O Governo, «apesar de ter a sua maioria absoluta, não se furta ao diálogo e foi por isso que», ao longo do mês de discussão na especialidade da proposta de
Orçamento do Estado para 2023, «foi possível construir pontes, foi possível construir diálogo, foi possível olhar para propostas e vai ser possível aprovar propostas de várias bancadas deste hemiciclo», disse a Ministra Adjunta e dos Assuntos Parlamentares, Ana Catarina Mendes, no primeiro dia do debate na especialidade do OE2023, na Assembleia da República.
Ana Catarina Mendes sublinhou que este é um Orçamento de previsibilidade, que «responde ao presente», mas tem um «compromisso com o futuro».

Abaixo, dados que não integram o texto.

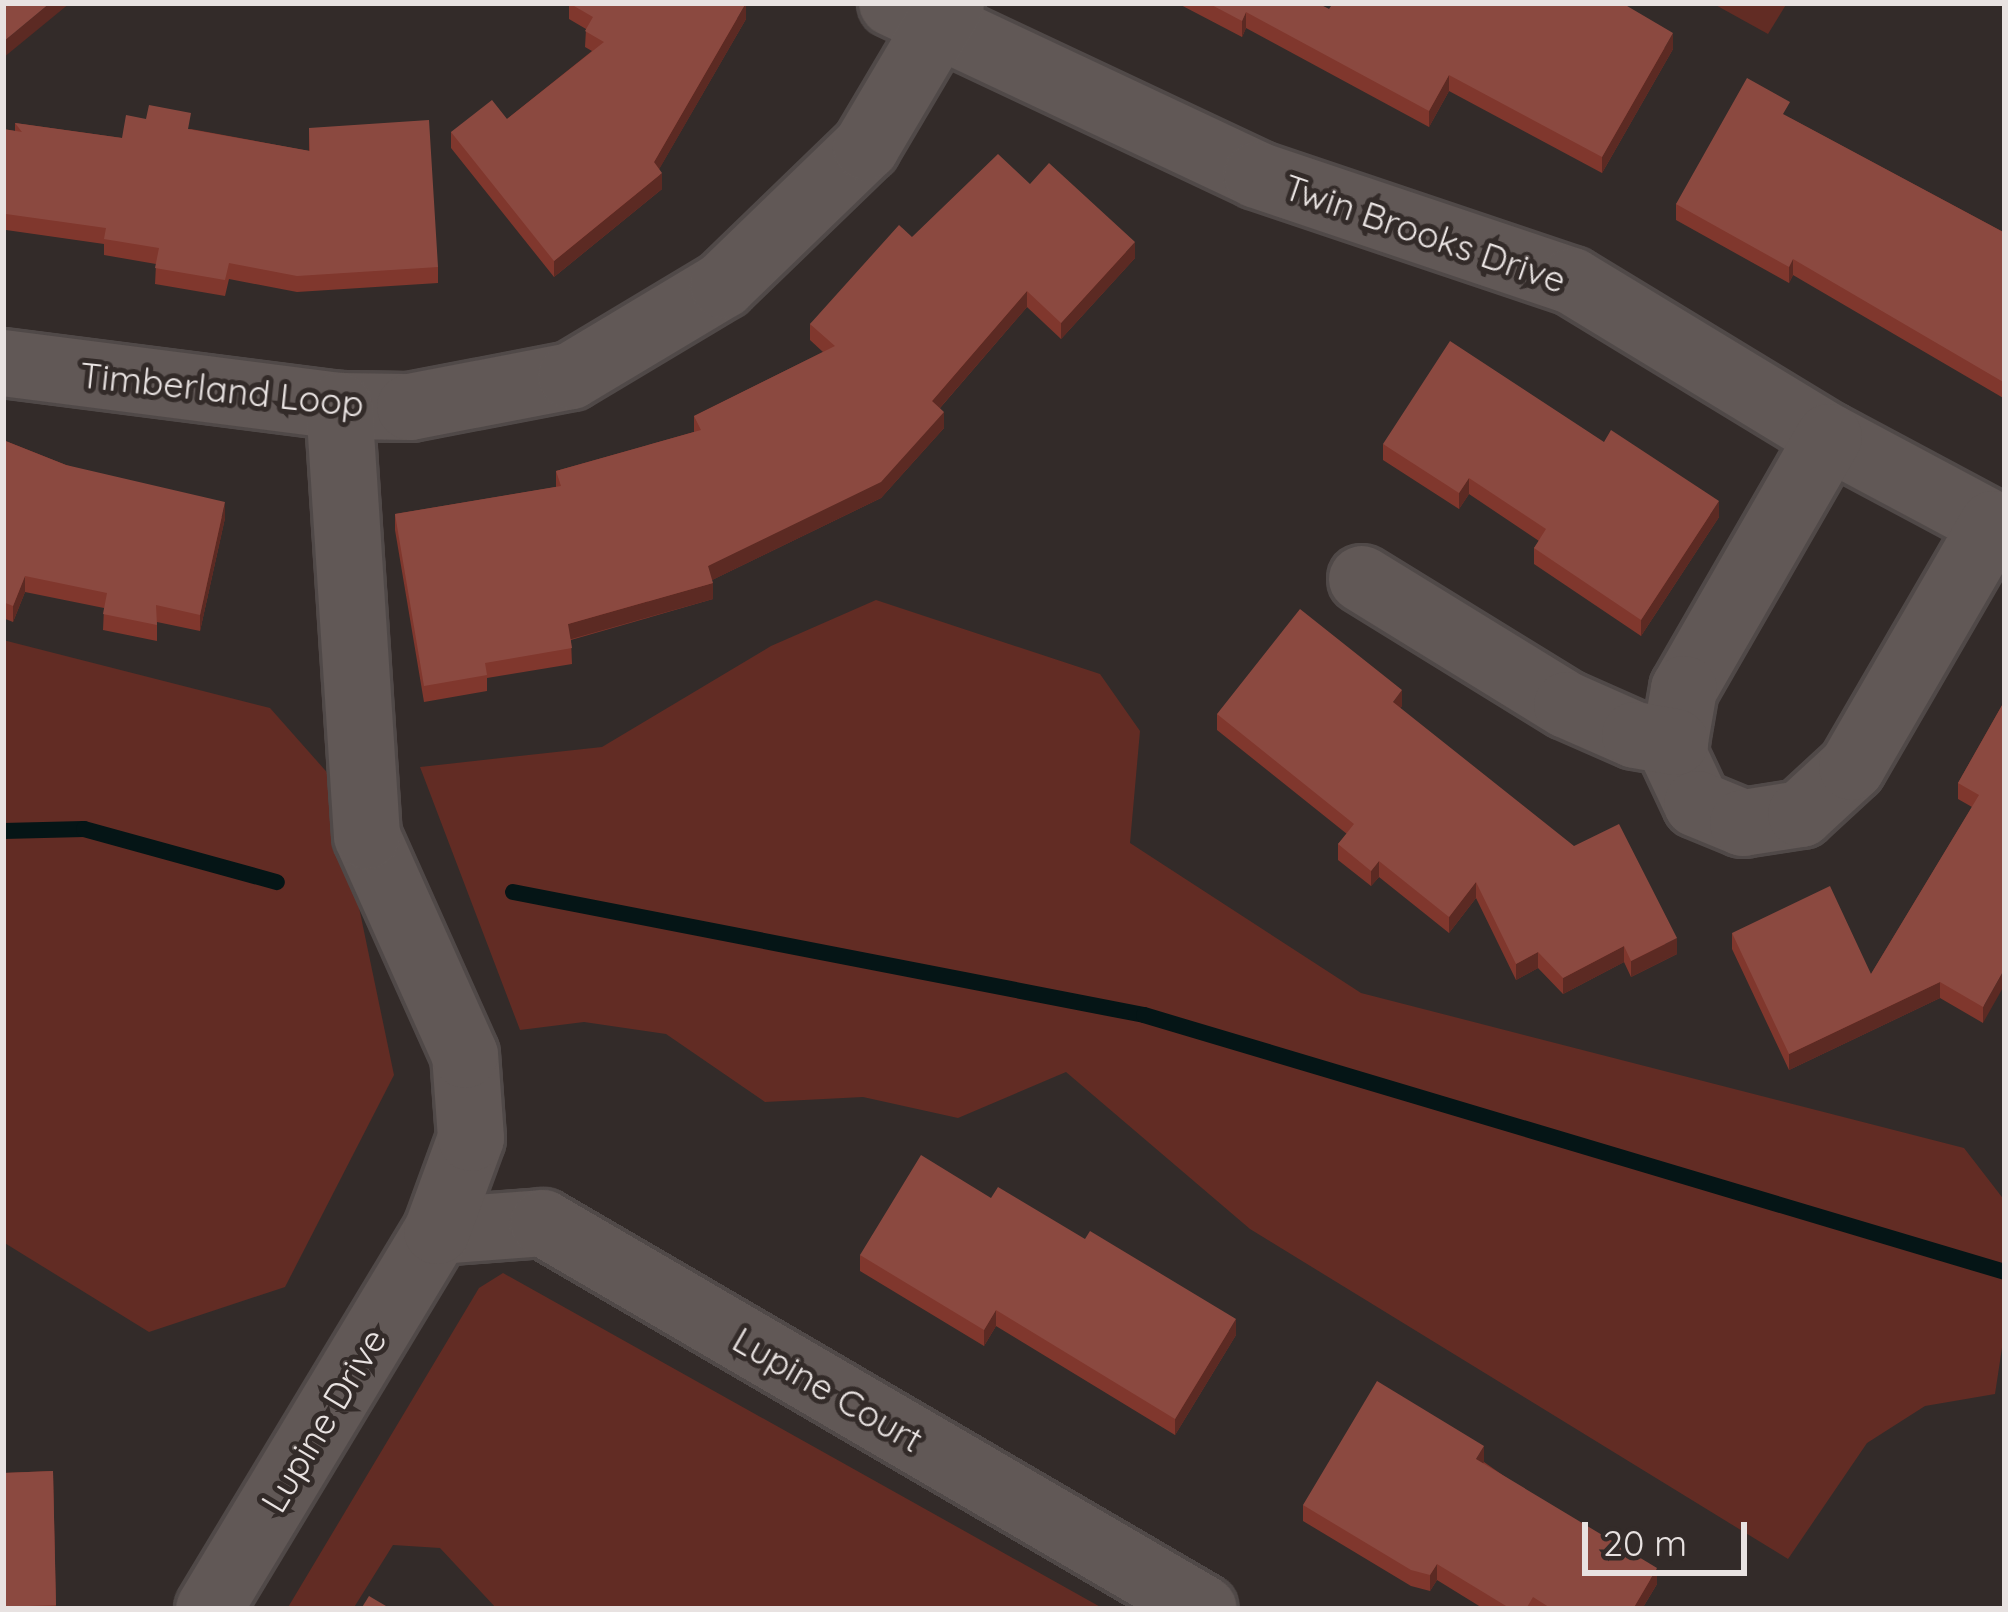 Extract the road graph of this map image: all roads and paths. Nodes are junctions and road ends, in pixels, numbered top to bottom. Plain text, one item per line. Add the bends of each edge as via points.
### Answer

A Ministra criticou «os que acham que basta apresentar propostas que desequilibram as contas públicas para criar a ilusão de que estão a resolver problemas às pessoas», quando os problemas se resolvem «com seriedade, mas também com previsibilidade das contas públicas».
Afirmando que o Orçamento foi elaborado num contexto de incerteza internacional e de elevada inflação, acrescentou que sabe «responder às exigências do presente», referindo o reforço do rendimento das famílias, da capitalização das empresas e do Estado social e o equilíbrio das contas públicas.
Ana Catarina Mendes lembrou os acordos alcançados com os parceiros sociais e com duas das três estruturas sindicais da função pública, salientando que o aumento dos salários e das pensões previsto, robustece o caminho que o Governo trilha desde 2015 neste domínio.
A proposta de OE2023 foi aprovada na generalidade, em 27 de outubro, pela Assembleia da República, tendo-se seguido a discussão na especialidade e, presentemente, as votações das mais de 1800 propostas de alteração apresentadas pelos partidos. A votação final global do diploma está marcada para dia 25 de novembro.